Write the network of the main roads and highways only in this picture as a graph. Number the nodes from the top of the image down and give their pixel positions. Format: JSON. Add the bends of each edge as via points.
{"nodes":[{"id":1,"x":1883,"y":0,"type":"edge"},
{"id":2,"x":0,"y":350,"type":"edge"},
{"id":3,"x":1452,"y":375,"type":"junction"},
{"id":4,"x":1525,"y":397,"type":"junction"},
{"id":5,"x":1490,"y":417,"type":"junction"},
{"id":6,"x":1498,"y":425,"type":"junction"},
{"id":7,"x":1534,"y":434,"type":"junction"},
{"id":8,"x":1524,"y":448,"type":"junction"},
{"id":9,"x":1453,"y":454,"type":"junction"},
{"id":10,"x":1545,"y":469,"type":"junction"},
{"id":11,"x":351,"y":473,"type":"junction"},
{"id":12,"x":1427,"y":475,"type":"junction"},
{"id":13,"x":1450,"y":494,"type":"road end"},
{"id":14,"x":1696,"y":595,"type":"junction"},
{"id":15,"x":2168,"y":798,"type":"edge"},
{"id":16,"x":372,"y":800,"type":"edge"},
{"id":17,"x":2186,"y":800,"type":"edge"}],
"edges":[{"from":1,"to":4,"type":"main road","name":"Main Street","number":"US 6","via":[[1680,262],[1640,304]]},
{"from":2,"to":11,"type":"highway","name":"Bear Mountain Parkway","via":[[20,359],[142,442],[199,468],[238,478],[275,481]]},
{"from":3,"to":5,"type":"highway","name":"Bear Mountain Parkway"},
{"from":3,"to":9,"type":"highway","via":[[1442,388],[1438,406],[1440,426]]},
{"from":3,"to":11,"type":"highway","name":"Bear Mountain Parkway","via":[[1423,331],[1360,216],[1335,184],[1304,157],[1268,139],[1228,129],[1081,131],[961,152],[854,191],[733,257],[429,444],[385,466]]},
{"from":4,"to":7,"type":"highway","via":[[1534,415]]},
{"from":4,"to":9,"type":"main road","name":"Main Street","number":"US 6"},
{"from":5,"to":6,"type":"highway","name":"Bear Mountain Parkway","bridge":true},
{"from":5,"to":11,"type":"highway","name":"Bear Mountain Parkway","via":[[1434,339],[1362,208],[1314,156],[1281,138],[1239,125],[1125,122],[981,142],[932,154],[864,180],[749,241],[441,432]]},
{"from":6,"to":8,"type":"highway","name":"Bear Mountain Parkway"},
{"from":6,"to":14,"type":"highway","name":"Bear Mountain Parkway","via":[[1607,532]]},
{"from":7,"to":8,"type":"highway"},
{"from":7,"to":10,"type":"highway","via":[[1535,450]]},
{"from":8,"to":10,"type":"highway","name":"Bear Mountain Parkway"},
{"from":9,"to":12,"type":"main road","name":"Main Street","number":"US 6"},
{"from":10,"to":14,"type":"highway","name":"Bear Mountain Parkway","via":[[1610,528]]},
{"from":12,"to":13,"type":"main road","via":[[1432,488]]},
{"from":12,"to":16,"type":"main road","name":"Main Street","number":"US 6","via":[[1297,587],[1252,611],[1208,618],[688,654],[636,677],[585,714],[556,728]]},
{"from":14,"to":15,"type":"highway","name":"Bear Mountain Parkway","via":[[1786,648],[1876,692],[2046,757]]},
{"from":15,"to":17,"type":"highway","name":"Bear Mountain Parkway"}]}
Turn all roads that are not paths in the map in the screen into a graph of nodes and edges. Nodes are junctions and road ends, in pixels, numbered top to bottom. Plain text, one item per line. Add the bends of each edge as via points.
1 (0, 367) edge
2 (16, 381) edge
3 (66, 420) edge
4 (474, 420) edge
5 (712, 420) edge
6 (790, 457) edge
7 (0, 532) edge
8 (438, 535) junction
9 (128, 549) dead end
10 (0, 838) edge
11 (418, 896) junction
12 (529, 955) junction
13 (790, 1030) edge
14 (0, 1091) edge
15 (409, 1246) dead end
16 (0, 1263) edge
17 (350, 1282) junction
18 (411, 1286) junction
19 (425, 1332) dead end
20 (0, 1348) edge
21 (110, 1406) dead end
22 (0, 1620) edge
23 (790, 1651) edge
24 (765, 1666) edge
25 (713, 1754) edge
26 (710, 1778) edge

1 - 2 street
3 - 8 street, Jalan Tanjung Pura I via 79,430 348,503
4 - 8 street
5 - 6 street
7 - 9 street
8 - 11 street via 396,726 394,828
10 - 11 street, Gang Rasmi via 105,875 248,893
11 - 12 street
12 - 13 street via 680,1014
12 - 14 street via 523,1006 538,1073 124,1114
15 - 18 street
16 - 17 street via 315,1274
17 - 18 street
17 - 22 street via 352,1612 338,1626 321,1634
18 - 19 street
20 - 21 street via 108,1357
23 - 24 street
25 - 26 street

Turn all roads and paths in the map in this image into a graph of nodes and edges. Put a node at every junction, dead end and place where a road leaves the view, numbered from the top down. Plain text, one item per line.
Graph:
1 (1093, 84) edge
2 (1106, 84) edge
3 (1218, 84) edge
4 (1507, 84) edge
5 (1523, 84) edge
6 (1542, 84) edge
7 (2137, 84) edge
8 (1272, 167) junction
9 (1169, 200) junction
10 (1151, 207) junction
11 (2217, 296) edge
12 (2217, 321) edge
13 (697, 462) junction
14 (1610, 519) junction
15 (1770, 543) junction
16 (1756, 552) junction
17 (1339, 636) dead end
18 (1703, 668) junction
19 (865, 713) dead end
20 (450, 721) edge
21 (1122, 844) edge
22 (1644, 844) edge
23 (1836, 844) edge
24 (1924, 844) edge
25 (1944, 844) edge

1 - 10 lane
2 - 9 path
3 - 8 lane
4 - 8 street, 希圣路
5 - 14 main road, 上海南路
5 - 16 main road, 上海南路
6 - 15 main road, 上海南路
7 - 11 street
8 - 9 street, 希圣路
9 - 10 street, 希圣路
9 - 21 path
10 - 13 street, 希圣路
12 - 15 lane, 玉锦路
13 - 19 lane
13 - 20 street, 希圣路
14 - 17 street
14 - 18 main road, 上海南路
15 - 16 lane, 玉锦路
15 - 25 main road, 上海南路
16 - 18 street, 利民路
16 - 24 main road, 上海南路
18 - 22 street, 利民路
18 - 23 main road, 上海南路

-- -- --

__YOUR INSTRUCTIONS__: For every entry above, give it back exactly as written.

__WRITTEN REPLY__:
Write the network of the main roads and highways only in this picture as a graph. Number the nodes from the top of the image down and give their pixel positions. Format: JSON. Add the bends of each edge as via points.
{"nodes":[{"id":1,"x":1883,"y":0,"type":"edge"},
{"id":2,"x":0,"y":350,"type":"edge"},
{"id":3,"x":1452,"y":375,"type":"junction"},
{"id":4,"x":1525,"y":397,"type":"junction"},
{"id":5,"x":1490,"y":417,"type":"junction"},
{"id":6,"x":1498,"y":425,"type":"junction"},
{"id":7,"x":1534,"y":434,"type":"junction"},
{"id":8,"x":1524,"y":448,"type":"junction"},
{"id":9,"x":1453,"y":454,"type":"junction"},
{"id":10,"x":1545,"y":469,"type":"junction"},
{"id":11,"x":351,"y":473,"type":"junction"},
{"id":12,"x":1427,"y":475,"type":"junction"},
{"id":13,"x":1450,"y":494,"type":"road end"},
{"id":14,"x":1696,"y":595,"type":"junction"},
{"id":15,"x":2168,"y":798,"type":"edge"},
{"id":16,"x":372,"y":800,"type":"edge"},
{"id":17,"x":2186,"y":800,"type":"edge"}],
"edges":[{"from":1,"to":4,"type":"main road","name":"Main Street","number":"US 6","via":[[1680,262],[1640,304]]},
{"from":2,"to":11,"type":"highway","name":"Bear Mountain Parkway","via":[[20,359],[142,442],[199,468],[238,478],[275,481]]},
{"from":3,"to":5,"type":"highway","name":"Bear Mountain Parkway"},
{"from":3,"to":9,"type":"highway","via":[[1442,388],[1438,406],[1440,426]]},
{"from":3,"to":11,"type":"highway","name":"Bear Mountain Parkway","via":[[1423,331],[1360,216],[1335,184],[1304,157],[1268,139],[1228,129],[1081,131],[961,152],[854,191],[733,257],[429,444],[385,466]]},
{"from":4,"to":7,"type":"highway","via":[[1534,415]]},
{"from":4,"to":9,"type":"main road","name":"Main Street","number":"US 6"},
{"from":5,"to":6,"type":"highway","name":"Bear Mountain Parkway","bridge":true},
{"from":5,"to":11,"type":"highway","name":"Bear Mountain Parkway","via":[[1434,339],[1362,208],[1314,156],[1281,138],[1239,125],[1125,122],[981,142],[932,154],[864,180],[749,241],[441,432]]},
{"from":6,"to":8,"type":"highway","name":"Bear Mountain Parkway"},
{"from":6,"to":14,"type":"highway","name":"Bear Mountain Parkway","via":[[1607,532]]},
{"from":7,"to":8,"type":"highway"},
{"from":7,"to":10,"type":"highway","via":[[1535,450]]},
{"from":8,"to":10,"type":"highway","name":"Bear Mountain Parkway"},
{"from":9,"to":12,"type":"main road","name":"Main Street","number":"US 6"},
{"from":10,"to":14,"type":"highway","name":"Bear Mountain Parkway","via":[[1610,528]]},
{"from":12,"to":13,"type":"main road","via":[[1432,488]]},
{"from":12,"to":16,"type":"main road","name":"Main Street","number":"US 6","via":[[1297,587],[1252,611],[1208,618],[688,654],[636,677],[585,714],[556,728]]},
{"from":14,"to":15,"type":"highway","name":"Bear Mountain Parkway","via":[[1786,648],[1876,692],[2046,757]]},
{"from":15,"to":17,"type":"highway","name":"Bear Mountain Parkway"}]}
Turn all roads that are not paths in the map in the screen into a graph of nodes and edges. Nodes are junctions and road ends, in pixels, numbered top to bottom. Plain text, one item per line. Add the bends of each edge as via points.
1 (0, 367) edge
2 (16, 381) edge
3 (66, 420) edge
4 (474, 420) edge
5 (712, 420) edge
6 (790, 457) edge
7 (0, 532) edge
8 (438, 535) junction
9 (128, 549) dead end
10 (0, 838) edge
11 (418, 896) junction
12 (529, 955) junction
13 (790, 1030) edge
14 (0, 1091) edge
15 (409, 1246) dead end
16 (0, 1263) edge
17 (350, 1282) junction
18 (411, 1286) junction
19 (425, 1332) dead end
20 (0, 1348) edge
21 (110, 1406) dead end
22 (0, 1620) edge
23 (790, 1651) edge
24 (765, 1666) edge
25 (713, 1754) edge
26 (710, 1778) edge

1 - 2 street
3 - 8 street, Jalan Tanjung Pura I via 79,430 348,503
4 - 8 street
5 - 6 street
7 - 9 street
8 - 11 street via 396,726 394,828
10 - 11 street, Gang Rasmi via 105,875 248,893
11 - 12 street
12 - 13 street via 680,1014
12 - 14 street via 523,1006 538,1073 124,1114
15 - 18 street
16 - 17 street via 315,1274
17 - 18 street
17 - 22 street via 352,1612 338,1626 321,1634
18 - 19 street
20 - 21 street via 108,1357
23 - 24 street
25 - 26 street

Turn all roads and paths in the map in this image into a graph of nodes and edges. Put a node at every junction, dead end and place where a road leaves the view, numbered from the top down. Plain text, one item per line.
Graph:
1 (1093, 84) edge
2 (1106, 84) edge
3 (1218, 84) edge
4 (1507, 84) edge
5 (1523, 84) edge
6 (1542, 84) edge
7 (2137, 84) edge
8 (1272, 167) junction
9 (1169, 200) junction
10 (1151, 207) junction
11 (2217, 296) edge
12 (2217, 321) edge
13 (697, 462) junction
14 (1610, 519) junction
15 (1770, 543) junction
16 (1756, 552) junction
17 (1339, 636) dead end
18 (1703, 668) junction
19 (865, 713) dead end
20 (450, 721) edge
21 (1122, 844) edge
22 (1644, 844) edge
23 (1836, 844) edge
24 (1924, 844) edge
25 (1944, 844) edge

1 - 10 lane
2 - 9 path
3 - 8 lane
4 - 8 street, 希圣路
5 - 14 main road, 上海南路
5 - 16 main road, 上海南路
6 - 15 main road, 上海南路
7 - 11 street
8 - 9 street, 希圣路
9 - 10 street, 希圣路
9 - 21 path
10 - 13 street, 希圣路
12 - 15 lane, 玉锦路
13 - 19 lane
13 - 20 street, 希圣路
14 - 17 street
14 - 18 main road, 上海南路
15 - 16 lane, 玉锦路
15 - 25 main road, 上海南路
16 - 18 street, 利民路
16 - 24 main road, 上海南路
18 - 22 street, 利民路
18 - 23 main road, 上海南路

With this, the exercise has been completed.